The Nancy Bell lay in the St. Mark's River long enough to secure a load of lumber from the Elmer Mill, and then sailed for the North. But she will return, for Captain May has bought a half interest in her from Uncle Christopher, and will hereafter run her regularly between New York and Wakulla.
The new Elmer Mill is nearly finished, and four of the six gentlemen from Aroostook have gone home to get their families, and to buy more machinery with which to erect another saw-mill farther up the river, and they are expected back on the next trip of the Nancy Bell.
Jan has gone to Sweden; but they have had a letter from him saying that he should return soon, and invest his property in Wakulla.
Dear old "Uncle Christmas" is busy preparing for his expedition in search of the famous Wakulla volcano. He revels in the warmth of the climate, and in bathing in the sulphur spring, and he says that if a good thing's good, a better may be better, and he may find more warmth and more sulphur if he can only find the volcano.

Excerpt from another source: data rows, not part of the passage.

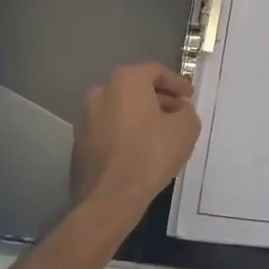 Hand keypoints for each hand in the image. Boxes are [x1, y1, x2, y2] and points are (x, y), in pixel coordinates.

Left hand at [70, 63, 201, 223]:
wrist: (111, 197)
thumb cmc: (151, 154)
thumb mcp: (186, 128)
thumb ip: (186, 111)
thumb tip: (179, 110)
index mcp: (126, 80)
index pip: (156, 71)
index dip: (177, 83)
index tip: (190, 97)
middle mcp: (101, 91)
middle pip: (136, 88)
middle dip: (159, 99)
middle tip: (178, 114)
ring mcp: (85, 117)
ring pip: (120, 109)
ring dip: (140, 116)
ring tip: (160, 134)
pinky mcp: (79, 141)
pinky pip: (108, 128)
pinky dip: (125, 132)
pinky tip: (139, 149)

Edna has been taken on several picnics to Wakulla Spring, over the "humpety road," and "de trabblin' road," past "Brer Steve's" down to the light-house, and to other places of interest. The contrast between what is, and what the people of Wakulla hope will be when they get the great ship-canal across Florida built, and other schemes carried out, amuses her greatly. She smiles when they come to her and in strict confidence unfold their plans for future greatness; but is such a patient listener, and so ready a sympathizer, that she is rapidly winning their admiration and love.